Рано или поздно в жизни каждого исследователя русской литературы наступает момент, о котором он подсознательно думает, но отодвигает на потом, – когда он должен определиться со своим отношением к Пушкину. Причем, это отношение, конечно же, должно отличаться от поверхностных и эмоциональных восклицаний и суждений, повторяя вновь и вновь – Он наше все, он солнце русской поэзии, не было бы Пушкина – не было бы ничего. И не потому, что это будет неверным высказыванием, как раз наоборот, формулы эти, когда-то раз произнесенные, стали частью нашей устойчивой национальной мифологии, посвященной Александру Сергеевичу, но вопрос в другом – что именно ты можешь увидеть своего в его творчестве, биографии, всей его деятельности как поэта, публициста, историка, философа, общественного деятеля (да, именно так, поскольку ни движение декабризма, ни все вольнодумные речи демократов и радикалов XIX века, невозможны без его стихов о Вольности, без «Бориса Годунова» и «Медного всадника», без самого воздуха свободы, который разлит во всем его творчестве).

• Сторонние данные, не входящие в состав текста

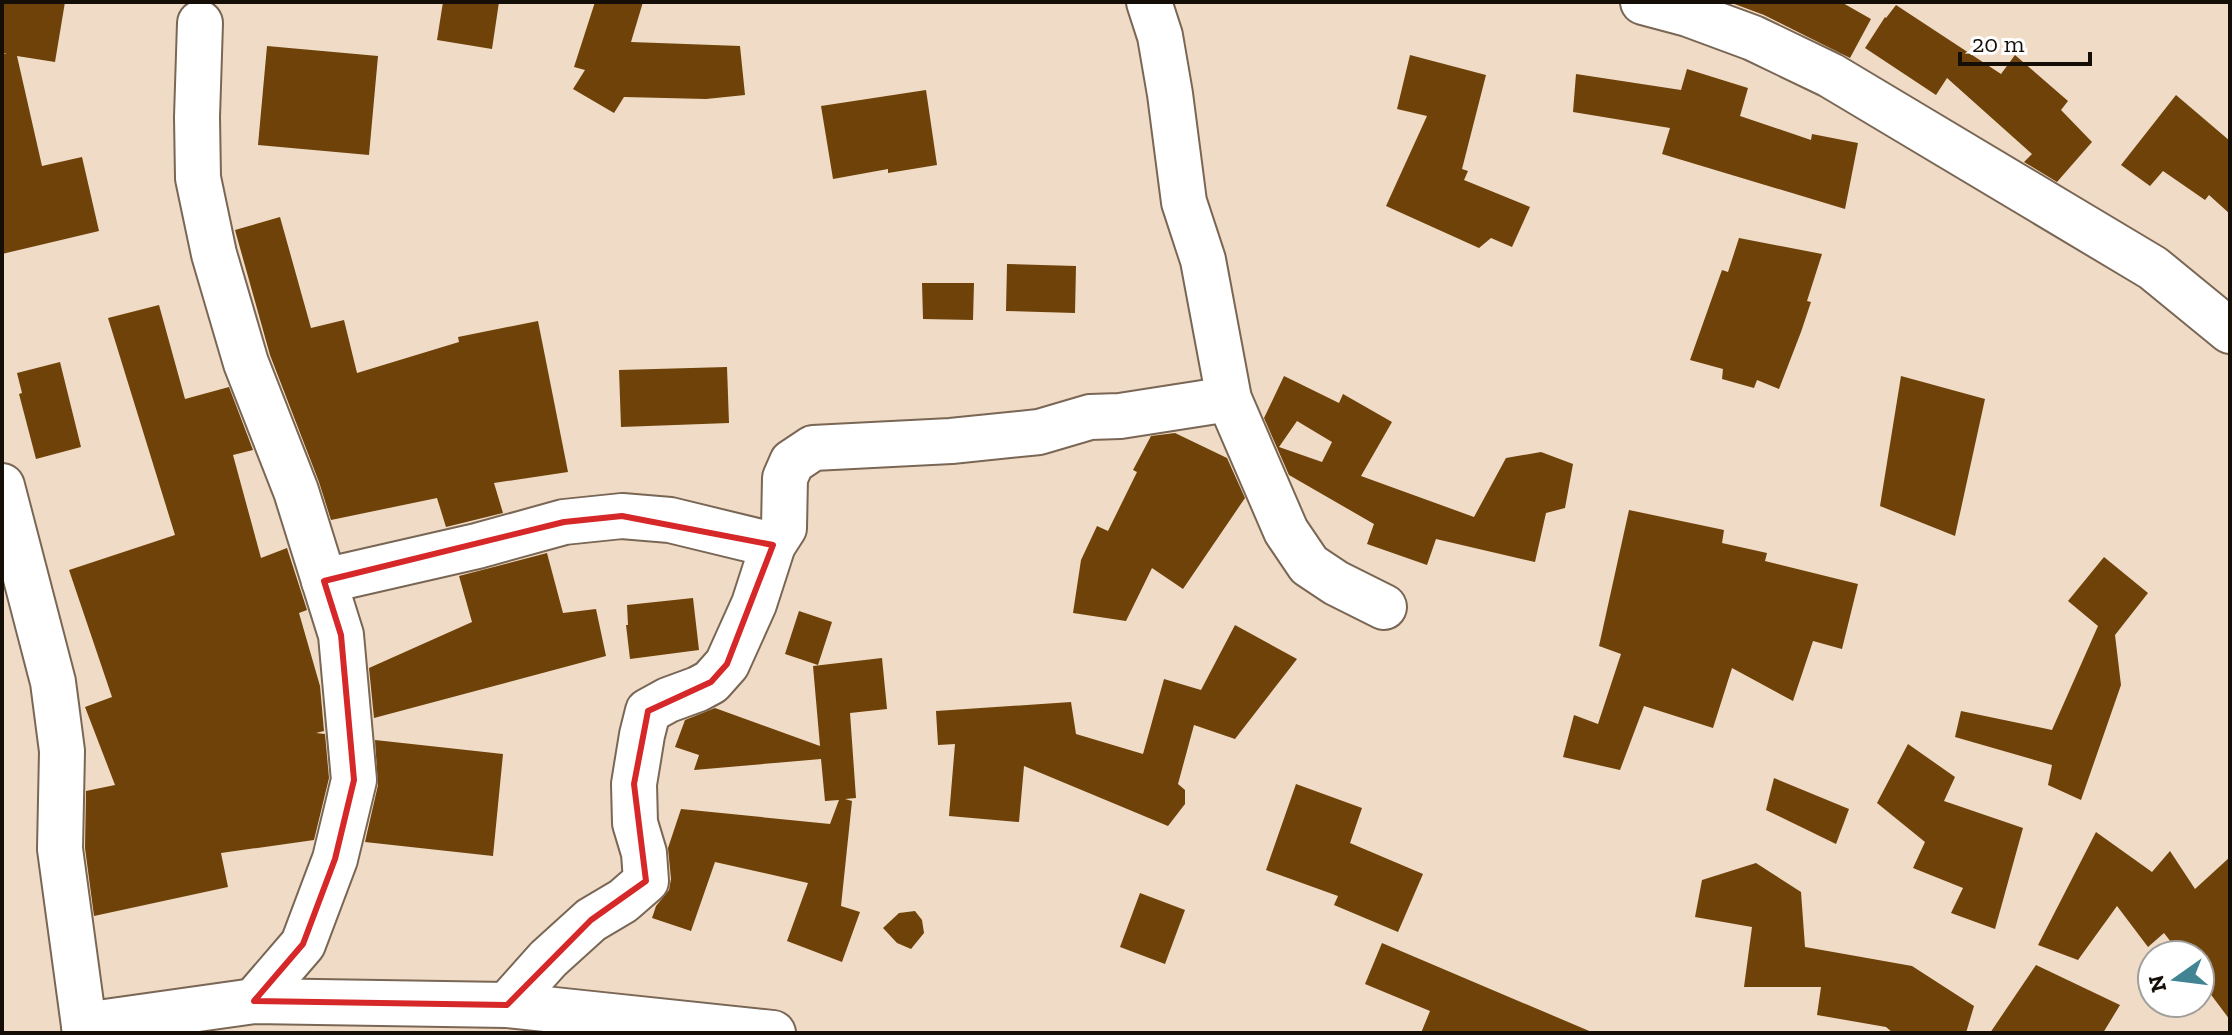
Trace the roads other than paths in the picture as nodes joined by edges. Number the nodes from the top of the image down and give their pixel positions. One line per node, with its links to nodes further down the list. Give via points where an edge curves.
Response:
1 (1149, 2): 7 (street, via 1163,50 1184,202 1203,260)
2 (1643, 2): 3 (street)
3 (1692, 8): 5 (street, via 1830,75 2153,268)
4 (200, 23): 10 (street, via 198,178 214,254 246,363)
5 (2213, 294): 6 (street)
6 (2230, 331)
7 (1229, 399): 9 (street, via 1090,417 1039,432 813,448 792,462 785,478 784,528); 11 (street, via 1286,531 1309,565)
8 (2, 486): 14 (street, via 53,682 62,751 60,849)
9 (773, 545): 10 (street, via 670,520 622,516 564,522); 13 (street, via 727,664 711,682 648,711 634,784 646,881 591,920)
10 (324, 581): 12 (street, via 341,635 354,780 335,859 303,944)
11 (1384, 607)
12 (254, 1001): 13 (street); 14 (street)
13 (507, 1005): 15 (street)
14 (85, 1029)
15 (773, 1033)

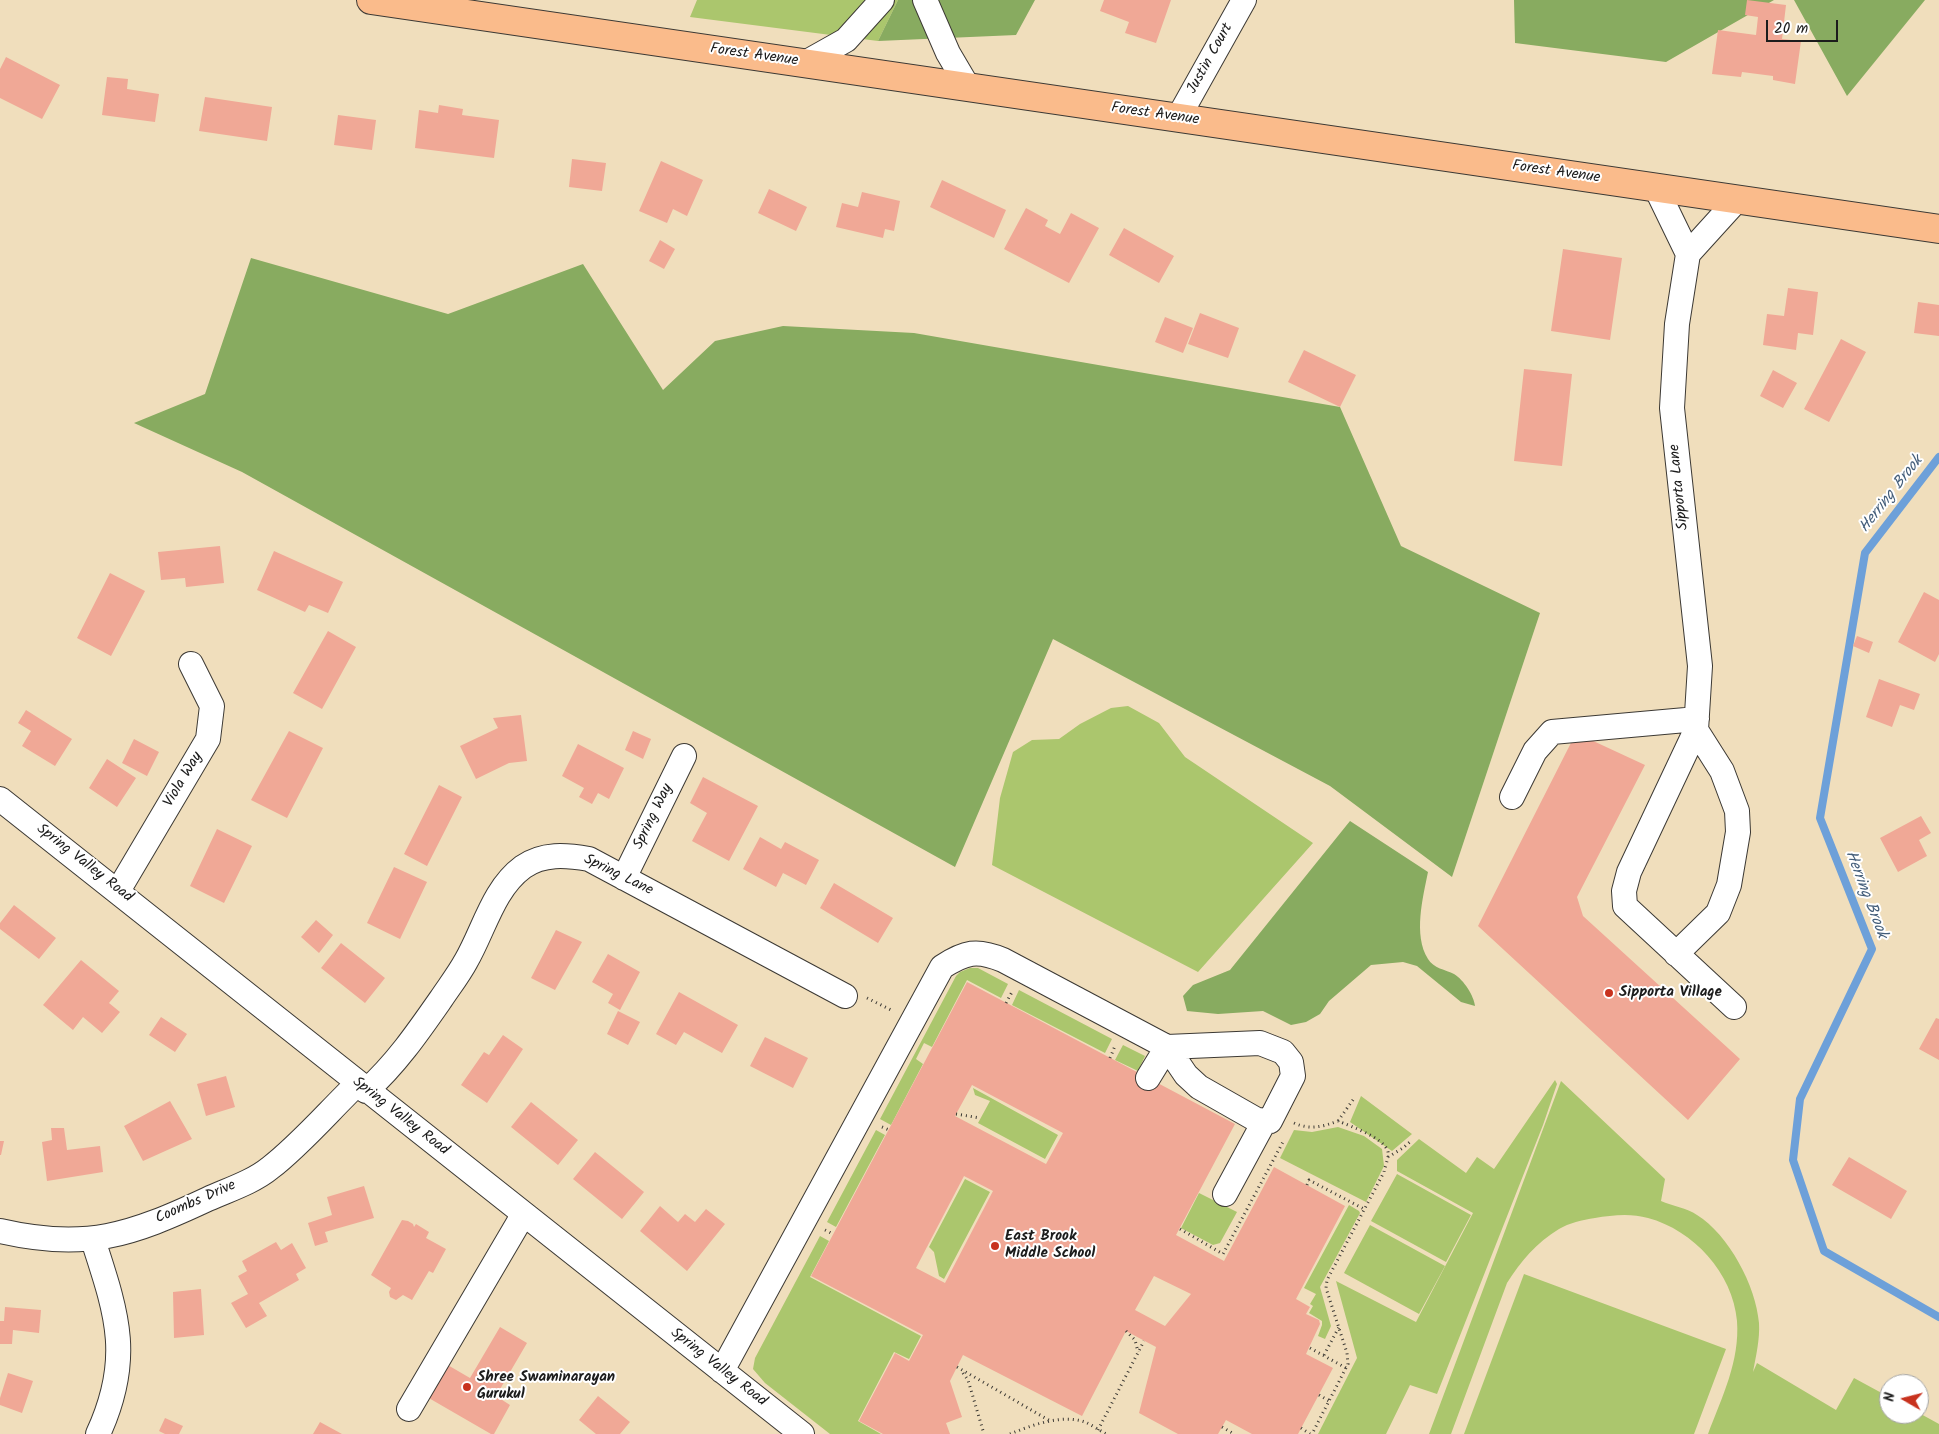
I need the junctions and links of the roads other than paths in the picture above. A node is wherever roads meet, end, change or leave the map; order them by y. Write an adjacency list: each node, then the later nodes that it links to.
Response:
1 (371, 0): 5 (main road, Forest Avenue)
2 (882, 0): 5 (street)
3 (925, 0): 6 (street)
4 (1244, 0): 7 (street, Justin Court)
5 (805, 63): 6 (main road, Forest Avenue)
6 (968, 87): 7 (main road, Forest Avenue)
7 (1178, 118): 8 (main road, Forest Avenue)
8 (1656, 188): 9 (main road, Forest Avenue); 11 (street)
9 (1737, 200): 10 (main road, Forest Avenue); 11 (street)
10 (1939, 229)
11 (1688, 254): 13 (street, Sipporta Lane)
12 (191, 664): 18 (street, Viola Way)
13 (1697, 725): 15 (street); 19 (street); 19 (street)
14 (684, 756): 17 (street, Spring Way)
15 (1512, 797)
16 (0, 799): 18 (street, Spring Valley Road)
17 (624, 878): 20 (street, Spring Lane); 24 (street, Spring Lane)
18 (118, 891): 24 (street, Spring Valley Road)
19 (1676, 954): 21 (street)
20 (845, 996)
21 (1734, 1007)
22 (1167, 1047): 23 (street); 25 (street); 25 (street); 30 (street)
23 (1148, 1078)
24 (362, 1087): 27 (street, Spring Valley Road); 29 (street, Coombs Drive)
25 (1264, 1122): 26 (street)
26 (1225, 1194)
27 (524, 1215): 30 (street, Spring Valley Road); 31 (street)
28 (0, 1231): 29 (street, Coombs Drive)
29 (93, 1240): 32 (street)
30 (722, 1371): 33 (street, Spring Valley Road)
31 (408, 1409)
32 (98, 1434)
33 (802, 1434)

Одна из центральных тем в пушкинистике – это, безусловно, понимание общего духа пушкинского художественного мира. Кем он был – атеистом или богобоязненным христианином, человеком эпохи Просвещения с явным западным привкусом или настоящим русаком – петровского, а где-то и Николая Павловича оттенка, если вспомнить его стихи о Польше («Клеветникам России», «Бородинскую годовщину», стихи о самом царе), что считать главным в его творчестве – «Евгения Онегина» или «Капитанскую дочку», «Бориса Годунова» или позднюю лирику, «Маленькие трагедии» или «Повести Белкина»? Не видно конца и краю спорам и разным точкам зрения. Да ведь и не только сейчас. Так было всегда, и началось почти сразу после его смерти.
Может быть, таинственная связь Пушкина со своими читателями, а шире – со своим народом, проявилась в ситуации его смерти и похорон, когда т ы с я ч и людей (по свидетельству очевидцев, а это просвещенные Карамзины, не склонные к преувеличениям, их было не менее 20 тысяч, что является колоссальной цифрой для того времени) приходили в дом поэта, чтобы проститься с ним, стояли громадными толпами на набережной Мойки, на Невском проспекте, когда на самом деле перепуганное правительство вдруг увидело в э т о й смерти, как и в смерти Александра Первого, повод для общественного негодования, для бунта, давно зная и понимая, что сам поэт не разделял взглядов о насильственном свержении власти. Об этом будут писать и В. А. Жуковский в письмах генералу Бенкендорфу и кн. П. А. Вяземский в письме к великому князю Михаилу Павловичу. Но в таком как бы в н е з а п н о м и неожиданном проявлении чувства поклонения и любви простого народа к своему поэту было нечто большее, чем жалость по ушедшему таланту, по автору любимых произведений, в этом была скрыта та тайная, но сильнейшая любовь народа к своим святыням, которые необходимо всегда помнить и всегда оберегать. Пушкин стал для него, народа, такой святыней культурного рода. Это был, может быть, акт первого сильнейшего духовно-культурного самосознания русского народа, после которого оказалось возможным появление и осознание и Гоголя, и Толстого, и Достоевского, и Тургенева, и Гончарова, и Чехова и других гениев русской литературы как учителей и защитников, как пророков и святых. Именно с Пушкина – и кристаллизуется это именно сразу после его смерти – возникает устойчивое отношение в русском обществе к слову, как к основе собственного существования, как к критерию внутренней жизни, как к ценности, которую раз и навсегда приняв, необходимо беречь. Сохранять русское слово – это защищать Пушкина, и наоборот. Просто п о н я т ь такое невозможно, с этим можно только жить, размышляя над онтологическими ценностями бытия целого народа, выразившимися преимущественно в сфере художественно-эстетической.